The idea to build a golf course was put forward by the Council of Gonville and Caius College, and in 1898, W Duncan – the resident pro at Coldham’s Common – laid out a rudimentary 9-hole course. The following year, the course was extended to 18 holes and in 1901 the Gog Magog Golf Club was officially founded. In 1902, Bernard Darwin was elected on to the Club committee, but he resigned a year later, "owing to his probable absence from Cambridge." However, Darwin may have played a role in arranging for Willie Park Junior to visit the club in 1902 to advise on the position and construction of bunkers.

"Successive Committees were content to make their own changes to the course, and in 1922 the records reflect a certain pique when members requested that a golf course architect should be consulted.” Writes Mike Berners Price in The Centurions of Golf. “The minutes refer to the alterations recommended by the well respected architect J Abercromby as being ‘trifling’ and the resentment seems to have continued through to 1926 when the Secretary’s response to a similar request was that: ‘it might be advisable to take the advice of a practical golfer like James Braid.’ Whatever the sentiments at the time, the contributions of Park, Abercromby and Braid all helped to add variety to today’s layout.”

East Anglia is one of the flattest areas in England, but the Old course at the “Gogs” is anything but flat. The opening par four starts the gradual journey uphill before we arrive at the memorable 2nd hole. This short par four has an intimidating uphill tee shot which must carry across the corner of an old quarry which, to make matters worse, is out of bounds. The plateau green is cut into the edge of the hill, missing the green to the left with your approach shot is not recommended. We can now relax after climbing the first two holes because we’re now on the top of a delightful chalk escarpment. Here, we have a distinct heathland feel, but instead of heather, the rough is liberally sprinkled with rare perennial flax – a glorious sea of blue during the summer. It’s not surprising that the Old course is set in an area designated as a Site of Special Scientific Interest.

There are many memorable holes on the Old course and the par threes are especially strong, but one in particular is simply terrific...the 13th. Measuring 208 yards with a depression between tee and green and a spinney waiting to catch anything hit left of the target line. It’s a great hole, but make sure to drink in the view across historic Cambridge before moving on to the 14th tee.
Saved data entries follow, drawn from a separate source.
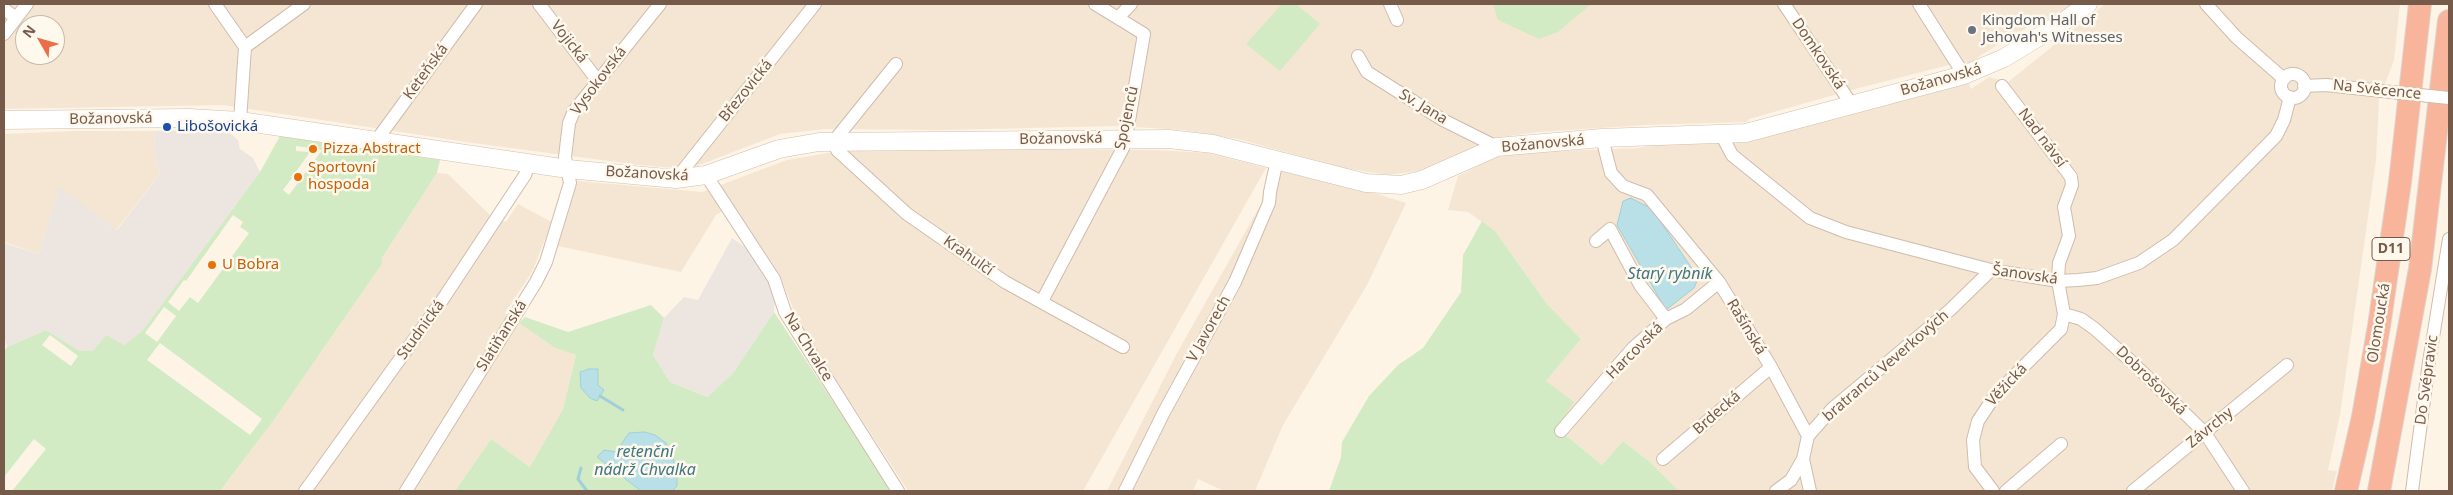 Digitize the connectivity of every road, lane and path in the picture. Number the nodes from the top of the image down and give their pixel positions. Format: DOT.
graph roads {
  1 [pos="27,4"];
  2 [pos="215,4"];
  3 [pos="304,4"];
  4 [pos="476,4"];
  5 [pos="539,4"];
  6 [pos="660,4"];
  7 [pos="816,4"];
  8 [pos="1095,4"];
  9 [pos="1131,4"];
  10 [pos="1390,4"];
  11 [pos="1784,4"];
  12 [pos="1919,4"];
  13 [pos="2088,4"];
  14 [pos="2206,4"];
  15 [pos="2420,4"];
  16 [pos="4,9"];
  17 [pos="18,15"];
  18 [pos="15,17"];
  19 [pos="1118,18"];
  20 [pos="15,19"];
  21 [pos="1397,20"];
  22 [pos="2449,21"];
  23 [pos="4,34"];
  24 [pos="245,47"];
  25 [pos="1358,56"];
  26 [pos="896,64"];
  27 [pos="1964,75"];
  28 [pos="2284,79"];
  29 [pos="598,80"];
  30 [pos="2002,86"];
  31 [pos="2304,86"];
  32 [pos="2290,97"];
  33 [pos="2449,98"];
  34 [pos="1852,104"];
  35 [pos="4,120"];
  36 [pos="240,121"];
  37 [pos="1721,134"];
  38 [pos="1126,138"];
  39 [pos="1602,138"];
  40 [pos="834,140"];
  41 [pos="376,141"];
  42 [pos="1496,147"];
  43 [pos="1278,160"];
  44 [pos="530,164"];
  45 [pos="568,170"];
  46 [pos="706,175"];
  47 [pos="676,178"];
  48 [pos="2449,239"];
  49 [pos="1596,240"];
  50 [pos="1990,270"];
  51 [pos="2058,281"];
  52 [pos="1719,282"];
  53 [pos="1042,301"];
  54 [pos="2064,314"];
  55 [pos="1666,319"];
  56 [pos="1123,347"];
  57 [pos="2287,365"];
  58 [pos="1770,367"];
  59 [pos="1561,431"];
  60 [pos="2205,433"];
  61 [pos="1808,436"];
  62 [pos="2060,444"];
  63 [pos="1663,459"];
  64 [pos="1804,459"];
  65 [pos="305,491"];
  66 [pos="406,491"];
  67 [pos="898,491"];
  68 [pos="1125,491"];
  69 [pos="1776,491"];
  70 [pos="1810,491"];
  71 [pos="1993,491"];
  72 [pos="2006,491"];
  73 [pos="2133,491"];
  74 [pos="2243,491"];
  75 [pos="2346,491"];
  76 [pos="2379,491"];
  77 [pos="2412,491"];
  1 -- 17 [label="street"];
  2 -- 24 [label="street"];
  3 -- 24 [label="street"];
  4 -- 41 [label="street, Keteňská"];
  5 -- 29 [label="street, Vojická"];
  6 -- 29 [label="street, Vysokovská"];
  7 -- 47 [label="street, Březovická"];
  8 -- 19 [label="street, Spojenců"];
  9 -- 19 [label="street"];
  10 -- 21 [label="street"];
  11 -- 34 [label="street, Domkovská"];
  12 -- 27 [label="street"];
  13 -- 27 [label="street, Božanovská"];
  14 -- 28 [label="street"];
  15 -- 75 [label="highway, Olomoucká / D11"];
  16 -- 18 [label="street"];
  19 -- 38 [label="street, Spojenců"];
  20 -- 23 [label="street"];
  22 -- 76 [label="highway, Olomoucká / D11"];
  24 -- 36 [label="street"];
  25 -- 42 [label="street, Sv. Jana"];
  26 -- 40 [label="street"];
  27 -- 34 [label="street, Božanovská"];
  28 -- 31 [label="street, Na Svěcence"];
  28 -- 32 [label="street"];
  29 -- 45 [label="street, Vysokovská"];
  30 -- 51 [label="street, Nad návsí"];
  31 -- 32 [label="street"];
  31 -- 33 [label="street, Na Svěcence, bridge"];
  32 -- 51 [label="street, Šanovská"];
  34 -- 37 [label="street, Božanovská"];
  35 -- 36 [label="street, Božanovská"];
  36 -- 41 [label="street, Božanovská"];
  37 -- 39 [label="street, Božanovská"];
  37 -- 50 [label="street, Šanovská"];
  38 -- 40 [label="street, Božanovská"];
  38 -- 43 [label="street, Božanovská"];
  38 -- 53 [label="street, Spojenců"];
  39 -- 42 [label="street, Božanovská"];
  39 -- 52 [label="street, Rašínská"];
  40 -- 46 [label="street, Božanovská"];
  40 -- 53 [label="street, Krahulčí"];
  41 -- 44 [label="street, Božanovská"];
  42 -- 43 [label="street, Božanovská"];
  43 -- 68 [label="street, V Javorech"];
  44 -- 45 [label="street, Božanovská"];
  44 -- 65 [label="street, Studnická"];
  45 -- 47 [label="street, Božanovská"];
  45 -- 66 [label="street, Slatiňanská"];
  46 -- 47 [label="street, Božanovská"];
  46 -- 67 [label="street, Na Chvalce"];
  48 -- 77 [label="street, Do Svépravic"];
  49 -- 55 [label="street"];
  50 -- 51 [label="street, Šanovská"];
  50 -- 61 [label="street, bratranců Veverkových"];
  51 -- 54 [label="street"];
  52 -- 55 [label="street, Harcovská"];
  52 -- 58 [label="street, Rašínská"];
  53 -- 56 [label="street, Krahulčí"];
  54 -- 60 [label="street, Dobrošovská"];
  54 -- 71 [label="street, Věžická"];
  55 -- 59 [label="street, Harcovská"];
  57 -- 60 [label="street, Závrchy"];
  58 -- 61 [label="street, Rašínská"];
  58 -- 63 [label="street, Brdecká"];
  60 -- 73 [label="street, Závrchy"];
  60 -- 74 [label="street, Dobrošovská"];
  61 -- 64 [label="street"];
  62 -- 72 [label="street"];
  64 -- 69 [label="street"];
  64 -- 70 [label="street"];
} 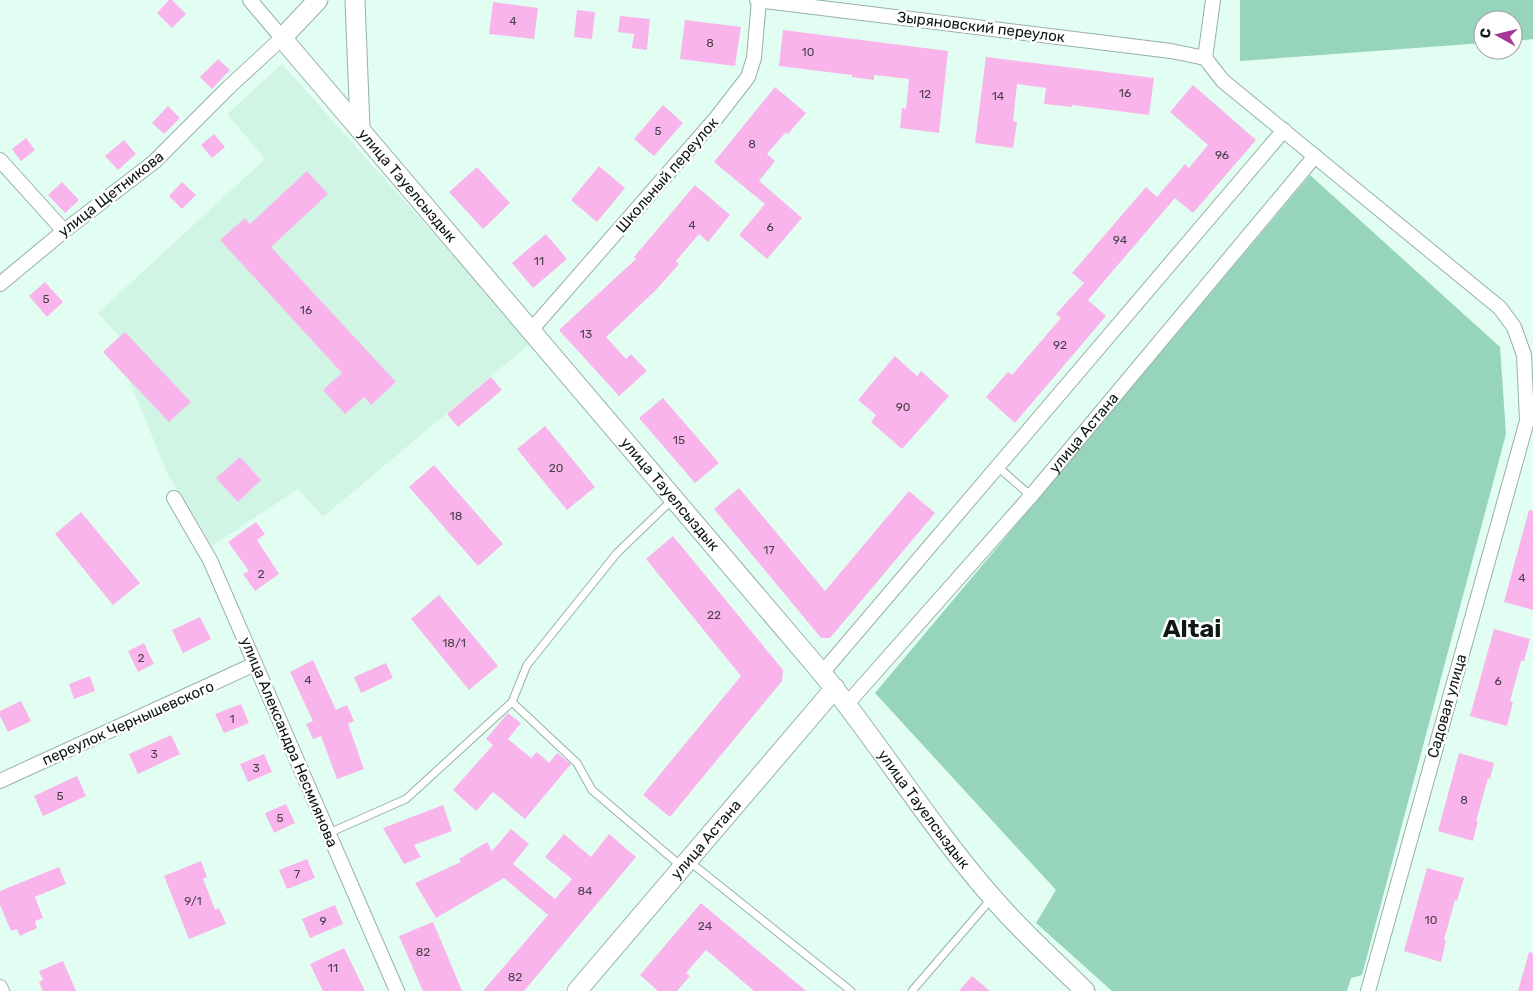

At 6,398 yards from the back tees, the Old course is not about length it’s about accuracy and finding the right part of the tricky, sloping greens. Each year the Lagonda Trophy is contested on the Old course and this blue ribbon amateur event attracts some of the world’s best amateurs. The R&A named Gog Magog as a new addition to the list of clubs to host Open Championship Regional Qualifying (2007-2011). But it’s not the Old course that was selected, it’s the much younger Wandlebury course, which opened for play in 1999.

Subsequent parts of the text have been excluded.